Gordāfarīd (گردآفريد) is one of the heroines of the Shāhnāmeh "The Book of Kings" or "The Epic of Kings", an enormous poetic opus of Persian literature written by Ferdowsi around 1000 AD. She was a champion who fought against Sohrab (another Iranian hero who was the commander of the Turanian army) and delayed the Turanian troops who were marching on Persia. She is a symbol of courage and wisdom for Persian women.

== Role and significance in the Shahnameh ==
In Ferdowsi’s Shahnameh, Gordāfarīd (Persian: گردآفرید‎) is portrayed as a brave and intelligent warrior woman from the White Fortress (Dezh-e Sepid). When the Turanian army led by Sohrab attacks the fortress, she dons armor and rides out to face him in single combat. Although eventually defeated, Sohrab admires her courage and spares her life. Her defiance delays the Turanian advance and allows the Iranian forces time to prepare for defense.

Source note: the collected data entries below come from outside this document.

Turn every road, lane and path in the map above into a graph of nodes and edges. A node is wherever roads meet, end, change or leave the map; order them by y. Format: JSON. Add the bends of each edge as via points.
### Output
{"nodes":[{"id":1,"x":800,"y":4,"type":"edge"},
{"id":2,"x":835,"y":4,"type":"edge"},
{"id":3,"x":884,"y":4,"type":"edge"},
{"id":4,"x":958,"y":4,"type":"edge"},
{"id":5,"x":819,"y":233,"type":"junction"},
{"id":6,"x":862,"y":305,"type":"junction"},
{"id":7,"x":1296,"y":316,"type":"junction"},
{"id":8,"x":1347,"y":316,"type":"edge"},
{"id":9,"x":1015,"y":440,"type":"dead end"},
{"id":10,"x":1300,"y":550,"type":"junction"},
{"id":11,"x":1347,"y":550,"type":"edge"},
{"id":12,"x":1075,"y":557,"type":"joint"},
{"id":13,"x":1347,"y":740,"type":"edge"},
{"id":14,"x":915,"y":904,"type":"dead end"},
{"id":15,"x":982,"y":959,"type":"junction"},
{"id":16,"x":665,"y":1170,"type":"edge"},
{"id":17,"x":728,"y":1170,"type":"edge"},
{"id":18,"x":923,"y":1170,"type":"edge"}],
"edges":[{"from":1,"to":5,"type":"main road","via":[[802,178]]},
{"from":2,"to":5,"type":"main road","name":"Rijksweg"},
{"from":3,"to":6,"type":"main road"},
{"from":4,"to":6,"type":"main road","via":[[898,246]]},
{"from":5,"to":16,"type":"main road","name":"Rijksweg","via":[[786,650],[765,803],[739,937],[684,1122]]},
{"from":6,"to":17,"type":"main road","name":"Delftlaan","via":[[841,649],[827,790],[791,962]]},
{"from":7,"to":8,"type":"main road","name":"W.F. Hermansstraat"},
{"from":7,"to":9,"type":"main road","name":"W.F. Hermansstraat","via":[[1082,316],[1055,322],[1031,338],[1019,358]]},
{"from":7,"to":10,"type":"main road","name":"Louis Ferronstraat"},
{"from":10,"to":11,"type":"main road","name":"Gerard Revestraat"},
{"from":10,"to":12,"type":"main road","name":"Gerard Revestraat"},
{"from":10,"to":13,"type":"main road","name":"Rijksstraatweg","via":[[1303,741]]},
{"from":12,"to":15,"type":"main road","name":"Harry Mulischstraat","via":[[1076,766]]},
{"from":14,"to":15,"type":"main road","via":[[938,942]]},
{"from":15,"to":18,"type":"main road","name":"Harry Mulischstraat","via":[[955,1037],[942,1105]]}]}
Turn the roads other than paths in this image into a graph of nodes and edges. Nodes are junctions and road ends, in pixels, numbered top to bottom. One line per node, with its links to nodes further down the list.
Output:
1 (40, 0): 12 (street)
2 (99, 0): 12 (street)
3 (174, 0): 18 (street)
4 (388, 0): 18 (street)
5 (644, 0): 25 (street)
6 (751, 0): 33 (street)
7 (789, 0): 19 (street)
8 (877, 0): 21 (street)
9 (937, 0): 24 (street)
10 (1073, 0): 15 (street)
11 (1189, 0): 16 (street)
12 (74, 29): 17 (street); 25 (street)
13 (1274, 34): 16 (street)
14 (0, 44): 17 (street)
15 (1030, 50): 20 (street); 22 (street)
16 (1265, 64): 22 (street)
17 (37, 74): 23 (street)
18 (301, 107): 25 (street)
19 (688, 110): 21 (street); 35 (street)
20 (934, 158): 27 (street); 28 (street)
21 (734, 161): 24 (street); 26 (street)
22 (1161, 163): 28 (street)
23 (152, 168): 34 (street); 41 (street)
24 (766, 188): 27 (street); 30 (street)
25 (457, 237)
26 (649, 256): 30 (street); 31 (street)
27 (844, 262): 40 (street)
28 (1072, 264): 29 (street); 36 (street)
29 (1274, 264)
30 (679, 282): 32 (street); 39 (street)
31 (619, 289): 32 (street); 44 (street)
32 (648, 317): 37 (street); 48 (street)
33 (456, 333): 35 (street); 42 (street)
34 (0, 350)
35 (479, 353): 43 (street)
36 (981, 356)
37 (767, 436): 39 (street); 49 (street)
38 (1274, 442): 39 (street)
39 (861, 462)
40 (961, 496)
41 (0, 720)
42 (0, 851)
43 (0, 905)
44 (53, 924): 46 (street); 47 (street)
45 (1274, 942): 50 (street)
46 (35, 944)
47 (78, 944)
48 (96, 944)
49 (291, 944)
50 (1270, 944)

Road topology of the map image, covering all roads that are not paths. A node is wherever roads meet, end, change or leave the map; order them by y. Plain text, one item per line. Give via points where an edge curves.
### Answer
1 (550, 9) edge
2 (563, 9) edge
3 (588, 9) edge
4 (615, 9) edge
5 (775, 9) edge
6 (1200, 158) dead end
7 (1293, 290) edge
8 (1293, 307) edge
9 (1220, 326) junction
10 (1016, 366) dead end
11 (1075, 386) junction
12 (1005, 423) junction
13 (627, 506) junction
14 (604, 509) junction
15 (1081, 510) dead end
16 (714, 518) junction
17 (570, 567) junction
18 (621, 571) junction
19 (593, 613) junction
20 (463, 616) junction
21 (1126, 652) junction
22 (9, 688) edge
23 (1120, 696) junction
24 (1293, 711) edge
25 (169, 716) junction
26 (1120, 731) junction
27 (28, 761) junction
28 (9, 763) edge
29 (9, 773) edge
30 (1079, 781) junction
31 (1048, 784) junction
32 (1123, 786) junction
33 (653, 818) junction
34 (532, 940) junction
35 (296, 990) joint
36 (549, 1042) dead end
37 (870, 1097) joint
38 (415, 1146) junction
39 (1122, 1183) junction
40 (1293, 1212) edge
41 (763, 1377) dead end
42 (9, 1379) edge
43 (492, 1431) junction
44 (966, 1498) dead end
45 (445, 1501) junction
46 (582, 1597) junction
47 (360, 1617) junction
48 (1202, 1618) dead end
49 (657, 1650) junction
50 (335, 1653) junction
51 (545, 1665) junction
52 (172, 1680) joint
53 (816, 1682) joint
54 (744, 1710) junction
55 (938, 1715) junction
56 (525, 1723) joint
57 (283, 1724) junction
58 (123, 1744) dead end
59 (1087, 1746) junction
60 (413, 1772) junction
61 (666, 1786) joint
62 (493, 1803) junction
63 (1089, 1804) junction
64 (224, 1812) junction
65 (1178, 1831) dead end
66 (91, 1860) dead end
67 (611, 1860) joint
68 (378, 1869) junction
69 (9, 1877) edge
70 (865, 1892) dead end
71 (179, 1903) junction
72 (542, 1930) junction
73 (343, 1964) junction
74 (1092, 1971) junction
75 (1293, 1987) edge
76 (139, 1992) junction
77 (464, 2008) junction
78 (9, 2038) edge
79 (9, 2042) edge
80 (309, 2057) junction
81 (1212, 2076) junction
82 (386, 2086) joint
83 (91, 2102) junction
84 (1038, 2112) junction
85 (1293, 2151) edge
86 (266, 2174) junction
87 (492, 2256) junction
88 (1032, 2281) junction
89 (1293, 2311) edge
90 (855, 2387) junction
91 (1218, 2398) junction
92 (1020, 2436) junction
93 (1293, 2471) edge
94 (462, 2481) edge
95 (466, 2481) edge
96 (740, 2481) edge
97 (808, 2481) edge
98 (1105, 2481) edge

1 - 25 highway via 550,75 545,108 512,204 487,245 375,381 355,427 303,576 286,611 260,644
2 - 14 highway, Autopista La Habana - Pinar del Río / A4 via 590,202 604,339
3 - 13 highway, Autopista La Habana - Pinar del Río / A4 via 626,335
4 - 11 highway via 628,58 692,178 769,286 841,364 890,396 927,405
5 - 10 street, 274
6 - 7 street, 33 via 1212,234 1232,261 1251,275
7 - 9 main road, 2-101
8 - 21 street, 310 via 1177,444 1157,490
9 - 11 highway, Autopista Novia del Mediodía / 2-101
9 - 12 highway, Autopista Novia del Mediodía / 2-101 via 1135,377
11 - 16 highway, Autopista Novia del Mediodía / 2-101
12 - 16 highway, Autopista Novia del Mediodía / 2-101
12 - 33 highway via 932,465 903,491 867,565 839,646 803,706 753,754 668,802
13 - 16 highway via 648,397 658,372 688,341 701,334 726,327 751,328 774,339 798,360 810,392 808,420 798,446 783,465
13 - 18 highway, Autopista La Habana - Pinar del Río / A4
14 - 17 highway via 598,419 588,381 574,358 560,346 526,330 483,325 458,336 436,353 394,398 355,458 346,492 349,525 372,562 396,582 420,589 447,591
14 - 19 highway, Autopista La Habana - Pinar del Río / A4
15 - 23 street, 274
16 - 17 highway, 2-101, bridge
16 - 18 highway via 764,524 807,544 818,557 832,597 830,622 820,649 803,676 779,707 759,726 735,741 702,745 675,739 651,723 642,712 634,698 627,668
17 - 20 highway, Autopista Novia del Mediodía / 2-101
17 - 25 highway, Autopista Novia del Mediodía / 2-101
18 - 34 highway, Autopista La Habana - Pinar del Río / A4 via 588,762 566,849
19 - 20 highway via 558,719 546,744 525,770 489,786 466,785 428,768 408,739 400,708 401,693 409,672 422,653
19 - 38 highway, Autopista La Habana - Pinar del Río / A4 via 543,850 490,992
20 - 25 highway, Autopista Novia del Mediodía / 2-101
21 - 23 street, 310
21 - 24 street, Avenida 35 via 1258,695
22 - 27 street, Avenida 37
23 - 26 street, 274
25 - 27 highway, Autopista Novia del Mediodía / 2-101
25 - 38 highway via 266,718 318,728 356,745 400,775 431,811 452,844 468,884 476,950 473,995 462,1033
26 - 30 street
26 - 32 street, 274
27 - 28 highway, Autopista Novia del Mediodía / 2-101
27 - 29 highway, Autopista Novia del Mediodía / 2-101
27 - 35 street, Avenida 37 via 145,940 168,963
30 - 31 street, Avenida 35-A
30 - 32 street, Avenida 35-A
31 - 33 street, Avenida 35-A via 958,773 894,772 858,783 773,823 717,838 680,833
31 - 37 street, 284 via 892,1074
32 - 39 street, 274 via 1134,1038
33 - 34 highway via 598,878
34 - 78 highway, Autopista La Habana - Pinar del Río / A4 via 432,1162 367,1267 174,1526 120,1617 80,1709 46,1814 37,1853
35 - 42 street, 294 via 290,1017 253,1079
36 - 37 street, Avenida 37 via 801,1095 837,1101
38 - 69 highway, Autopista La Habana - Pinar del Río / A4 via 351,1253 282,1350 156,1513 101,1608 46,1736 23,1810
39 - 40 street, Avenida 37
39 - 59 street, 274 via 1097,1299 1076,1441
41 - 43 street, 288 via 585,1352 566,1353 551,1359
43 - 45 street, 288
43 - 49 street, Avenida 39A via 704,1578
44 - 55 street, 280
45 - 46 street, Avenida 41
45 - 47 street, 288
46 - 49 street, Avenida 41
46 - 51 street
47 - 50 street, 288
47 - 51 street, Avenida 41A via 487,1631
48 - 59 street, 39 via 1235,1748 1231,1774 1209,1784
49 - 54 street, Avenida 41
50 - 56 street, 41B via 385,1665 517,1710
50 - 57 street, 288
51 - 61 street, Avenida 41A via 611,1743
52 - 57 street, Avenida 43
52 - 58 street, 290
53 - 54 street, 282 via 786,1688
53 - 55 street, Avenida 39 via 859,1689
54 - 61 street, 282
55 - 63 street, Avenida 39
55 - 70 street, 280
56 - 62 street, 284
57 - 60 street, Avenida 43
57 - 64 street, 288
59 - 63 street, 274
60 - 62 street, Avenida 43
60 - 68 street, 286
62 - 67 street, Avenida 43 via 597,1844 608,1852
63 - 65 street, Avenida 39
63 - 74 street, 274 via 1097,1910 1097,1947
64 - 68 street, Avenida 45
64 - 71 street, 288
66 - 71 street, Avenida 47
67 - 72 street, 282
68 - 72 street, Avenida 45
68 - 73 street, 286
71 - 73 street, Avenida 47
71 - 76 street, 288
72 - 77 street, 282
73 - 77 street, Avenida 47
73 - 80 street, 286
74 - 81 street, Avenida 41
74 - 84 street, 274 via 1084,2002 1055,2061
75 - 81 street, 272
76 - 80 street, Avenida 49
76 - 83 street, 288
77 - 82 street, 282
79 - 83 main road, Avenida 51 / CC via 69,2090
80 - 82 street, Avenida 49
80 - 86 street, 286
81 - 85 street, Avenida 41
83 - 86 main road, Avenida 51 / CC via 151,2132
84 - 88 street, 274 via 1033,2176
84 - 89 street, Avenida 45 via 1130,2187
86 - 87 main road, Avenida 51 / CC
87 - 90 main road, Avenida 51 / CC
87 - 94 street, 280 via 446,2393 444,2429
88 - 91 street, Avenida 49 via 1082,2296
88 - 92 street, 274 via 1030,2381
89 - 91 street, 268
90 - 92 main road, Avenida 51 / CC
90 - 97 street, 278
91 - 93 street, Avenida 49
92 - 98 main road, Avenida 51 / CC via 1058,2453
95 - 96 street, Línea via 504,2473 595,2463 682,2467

Modern scholarship often highlights Gordāfarīd as an early and distinctive instance of female heroism in Persian epic, whose intervention at the White Fortress both delays the Turanian advance and challenges the poem’s predominantly male heroic code. Her portrayal has been compared to “Amazon-like” figures in other world epics, such as Penthesilea and Joan of Arc, as Ferdowsi presents courage, prudence, and tactical intelligence as virtues not limited to male warriors.

English translations and critical studies note that Ferdowsi’s vivid characterization and narrative pacing make Gordāfarīd one of the most memorable female figures in Persian literature. In modern Iranian culture, she has been celebrated as a symbol of women’s courage, wisdom, and national pride, appearing in theatre, painting, and literary reinterpretations of the Shahnameh.